To do => Please report each line of the data below that contains "numbered".

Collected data
════

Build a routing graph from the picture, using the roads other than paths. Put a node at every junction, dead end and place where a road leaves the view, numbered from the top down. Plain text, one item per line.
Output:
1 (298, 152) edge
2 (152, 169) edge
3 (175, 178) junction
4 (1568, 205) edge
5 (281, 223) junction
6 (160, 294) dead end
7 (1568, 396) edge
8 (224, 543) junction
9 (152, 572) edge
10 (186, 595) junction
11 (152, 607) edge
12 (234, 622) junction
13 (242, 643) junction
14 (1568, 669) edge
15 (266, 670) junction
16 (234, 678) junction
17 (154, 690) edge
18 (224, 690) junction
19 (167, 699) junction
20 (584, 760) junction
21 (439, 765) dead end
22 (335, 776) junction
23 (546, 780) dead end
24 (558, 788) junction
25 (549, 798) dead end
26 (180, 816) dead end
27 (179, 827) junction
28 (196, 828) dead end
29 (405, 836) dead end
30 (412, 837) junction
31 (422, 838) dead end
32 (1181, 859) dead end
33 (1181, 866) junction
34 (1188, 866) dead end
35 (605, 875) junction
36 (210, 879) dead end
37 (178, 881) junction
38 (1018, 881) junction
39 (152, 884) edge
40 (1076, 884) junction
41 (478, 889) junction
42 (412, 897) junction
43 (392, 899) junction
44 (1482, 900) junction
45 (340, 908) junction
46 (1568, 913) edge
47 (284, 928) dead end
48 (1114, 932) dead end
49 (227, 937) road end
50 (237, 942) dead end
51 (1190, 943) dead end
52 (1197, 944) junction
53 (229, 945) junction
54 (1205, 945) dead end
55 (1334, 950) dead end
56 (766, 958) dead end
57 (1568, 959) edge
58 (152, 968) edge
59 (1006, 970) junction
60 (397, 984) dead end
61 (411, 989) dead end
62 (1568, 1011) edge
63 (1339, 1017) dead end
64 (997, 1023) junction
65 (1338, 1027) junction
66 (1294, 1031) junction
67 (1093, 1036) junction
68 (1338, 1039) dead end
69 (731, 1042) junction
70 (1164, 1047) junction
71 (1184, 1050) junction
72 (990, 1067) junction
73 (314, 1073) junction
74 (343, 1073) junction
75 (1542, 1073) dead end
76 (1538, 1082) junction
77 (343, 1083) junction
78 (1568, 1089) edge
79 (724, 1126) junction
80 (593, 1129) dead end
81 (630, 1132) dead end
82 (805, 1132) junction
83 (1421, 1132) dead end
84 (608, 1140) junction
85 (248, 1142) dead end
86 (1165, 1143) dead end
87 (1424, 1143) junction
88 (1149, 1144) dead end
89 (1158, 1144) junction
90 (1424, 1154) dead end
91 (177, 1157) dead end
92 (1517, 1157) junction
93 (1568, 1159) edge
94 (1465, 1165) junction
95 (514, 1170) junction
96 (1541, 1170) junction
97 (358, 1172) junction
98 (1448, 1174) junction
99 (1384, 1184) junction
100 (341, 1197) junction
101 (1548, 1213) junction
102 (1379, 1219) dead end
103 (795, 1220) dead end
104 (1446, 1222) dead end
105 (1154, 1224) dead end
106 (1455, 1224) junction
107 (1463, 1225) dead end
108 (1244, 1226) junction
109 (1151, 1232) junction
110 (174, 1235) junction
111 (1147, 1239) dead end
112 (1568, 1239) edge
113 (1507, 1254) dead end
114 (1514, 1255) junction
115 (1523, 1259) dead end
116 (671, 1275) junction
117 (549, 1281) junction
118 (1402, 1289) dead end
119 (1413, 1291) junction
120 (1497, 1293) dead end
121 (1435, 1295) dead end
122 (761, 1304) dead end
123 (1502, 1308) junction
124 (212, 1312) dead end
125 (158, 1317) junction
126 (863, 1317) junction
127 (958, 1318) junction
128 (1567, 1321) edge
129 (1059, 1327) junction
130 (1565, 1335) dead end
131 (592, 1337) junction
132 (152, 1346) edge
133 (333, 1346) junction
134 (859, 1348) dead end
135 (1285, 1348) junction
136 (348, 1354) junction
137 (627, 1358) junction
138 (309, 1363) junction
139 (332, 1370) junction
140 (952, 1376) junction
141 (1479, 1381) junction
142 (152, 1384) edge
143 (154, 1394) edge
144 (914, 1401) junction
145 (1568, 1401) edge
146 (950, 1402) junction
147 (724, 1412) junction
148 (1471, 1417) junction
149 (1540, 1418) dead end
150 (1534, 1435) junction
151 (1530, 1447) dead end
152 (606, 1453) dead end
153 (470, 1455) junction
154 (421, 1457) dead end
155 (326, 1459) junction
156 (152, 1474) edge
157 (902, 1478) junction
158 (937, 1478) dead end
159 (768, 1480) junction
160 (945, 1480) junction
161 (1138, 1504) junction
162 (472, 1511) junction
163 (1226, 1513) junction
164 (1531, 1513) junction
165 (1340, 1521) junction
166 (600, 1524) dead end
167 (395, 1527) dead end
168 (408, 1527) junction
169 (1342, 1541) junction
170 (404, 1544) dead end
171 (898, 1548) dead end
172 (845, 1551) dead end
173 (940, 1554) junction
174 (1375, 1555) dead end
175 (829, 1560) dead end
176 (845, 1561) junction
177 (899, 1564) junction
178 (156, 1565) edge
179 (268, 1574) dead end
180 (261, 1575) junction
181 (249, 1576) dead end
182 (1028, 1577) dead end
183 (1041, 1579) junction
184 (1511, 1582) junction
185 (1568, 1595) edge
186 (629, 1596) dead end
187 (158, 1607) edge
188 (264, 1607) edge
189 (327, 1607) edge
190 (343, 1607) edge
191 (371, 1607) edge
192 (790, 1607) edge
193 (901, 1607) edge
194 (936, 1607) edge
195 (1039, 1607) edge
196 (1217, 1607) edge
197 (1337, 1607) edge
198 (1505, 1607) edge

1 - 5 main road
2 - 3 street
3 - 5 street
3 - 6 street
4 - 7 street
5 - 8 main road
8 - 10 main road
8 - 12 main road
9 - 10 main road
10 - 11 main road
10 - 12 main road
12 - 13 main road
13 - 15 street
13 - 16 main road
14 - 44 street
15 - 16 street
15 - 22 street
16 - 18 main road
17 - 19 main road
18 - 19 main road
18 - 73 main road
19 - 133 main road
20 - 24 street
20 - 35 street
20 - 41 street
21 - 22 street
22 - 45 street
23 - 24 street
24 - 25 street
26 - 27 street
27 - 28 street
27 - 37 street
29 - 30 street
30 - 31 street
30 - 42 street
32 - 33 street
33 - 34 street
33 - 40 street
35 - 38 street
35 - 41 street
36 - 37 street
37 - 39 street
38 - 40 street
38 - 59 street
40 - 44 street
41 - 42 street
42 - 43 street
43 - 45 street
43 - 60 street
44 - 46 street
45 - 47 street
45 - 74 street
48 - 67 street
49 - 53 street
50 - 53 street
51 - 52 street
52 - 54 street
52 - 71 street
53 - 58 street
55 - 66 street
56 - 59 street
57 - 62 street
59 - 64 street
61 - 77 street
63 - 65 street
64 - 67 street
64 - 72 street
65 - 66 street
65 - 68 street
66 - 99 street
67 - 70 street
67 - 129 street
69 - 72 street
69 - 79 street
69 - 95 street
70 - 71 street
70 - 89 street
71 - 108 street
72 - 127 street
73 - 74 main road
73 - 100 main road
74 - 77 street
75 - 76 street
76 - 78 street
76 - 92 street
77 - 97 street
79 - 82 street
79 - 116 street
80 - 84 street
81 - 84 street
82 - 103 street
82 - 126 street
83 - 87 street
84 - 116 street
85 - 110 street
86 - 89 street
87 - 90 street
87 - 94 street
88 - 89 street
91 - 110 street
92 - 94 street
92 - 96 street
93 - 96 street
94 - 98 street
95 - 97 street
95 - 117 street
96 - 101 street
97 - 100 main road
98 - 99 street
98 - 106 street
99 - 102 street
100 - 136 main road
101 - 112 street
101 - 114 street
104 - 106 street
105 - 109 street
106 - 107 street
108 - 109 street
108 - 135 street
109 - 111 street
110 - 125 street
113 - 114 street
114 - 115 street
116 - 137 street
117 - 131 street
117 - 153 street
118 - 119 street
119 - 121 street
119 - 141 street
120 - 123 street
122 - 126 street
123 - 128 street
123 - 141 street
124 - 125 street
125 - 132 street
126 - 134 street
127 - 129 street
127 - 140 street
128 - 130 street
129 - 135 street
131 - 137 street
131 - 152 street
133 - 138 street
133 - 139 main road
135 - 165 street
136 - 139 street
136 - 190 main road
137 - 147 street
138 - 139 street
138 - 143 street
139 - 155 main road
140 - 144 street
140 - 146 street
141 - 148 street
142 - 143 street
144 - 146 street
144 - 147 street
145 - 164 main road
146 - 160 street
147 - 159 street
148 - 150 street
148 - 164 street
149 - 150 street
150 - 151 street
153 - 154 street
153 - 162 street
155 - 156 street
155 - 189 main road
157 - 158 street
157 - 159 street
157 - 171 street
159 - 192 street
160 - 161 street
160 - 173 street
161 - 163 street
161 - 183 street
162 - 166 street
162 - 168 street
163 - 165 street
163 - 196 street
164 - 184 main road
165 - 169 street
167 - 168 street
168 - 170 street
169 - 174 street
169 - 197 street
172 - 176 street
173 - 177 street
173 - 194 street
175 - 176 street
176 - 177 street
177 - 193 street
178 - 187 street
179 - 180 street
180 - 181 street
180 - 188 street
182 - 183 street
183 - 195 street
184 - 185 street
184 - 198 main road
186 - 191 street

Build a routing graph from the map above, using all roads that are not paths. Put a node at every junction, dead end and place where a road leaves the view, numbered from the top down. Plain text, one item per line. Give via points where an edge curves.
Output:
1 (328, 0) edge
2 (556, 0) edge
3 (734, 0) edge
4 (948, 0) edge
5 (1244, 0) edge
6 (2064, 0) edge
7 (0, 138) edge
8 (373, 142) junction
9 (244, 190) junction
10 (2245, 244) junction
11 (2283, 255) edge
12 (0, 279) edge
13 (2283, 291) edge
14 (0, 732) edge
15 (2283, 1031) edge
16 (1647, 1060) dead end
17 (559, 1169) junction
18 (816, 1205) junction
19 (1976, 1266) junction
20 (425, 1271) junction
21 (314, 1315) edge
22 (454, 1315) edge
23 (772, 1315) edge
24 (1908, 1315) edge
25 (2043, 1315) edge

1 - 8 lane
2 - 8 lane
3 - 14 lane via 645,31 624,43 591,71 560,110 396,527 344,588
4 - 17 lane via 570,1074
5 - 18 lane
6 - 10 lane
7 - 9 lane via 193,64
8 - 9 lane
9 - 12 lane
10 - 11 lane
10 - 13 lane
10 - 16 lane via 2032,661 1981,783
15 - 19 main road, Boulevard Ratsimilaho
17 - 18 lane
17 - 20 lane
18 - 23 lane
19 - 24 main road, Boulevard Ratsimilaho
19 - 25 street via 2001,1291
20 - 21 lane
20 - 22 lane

════

Solution below =>
Build a routing graph from the picture, using the roads other than paths. Put a node at every junction, dead end and place where a road leaves the view, numbered from the top down. Plain text, one item per line.
Build a routing graph from the map above, using all roads that are not paths. Put a node at every junction, dead end and place where a road leaves the view, numbered from the top down. Plain text, one item per line. Give via points where an edge curves.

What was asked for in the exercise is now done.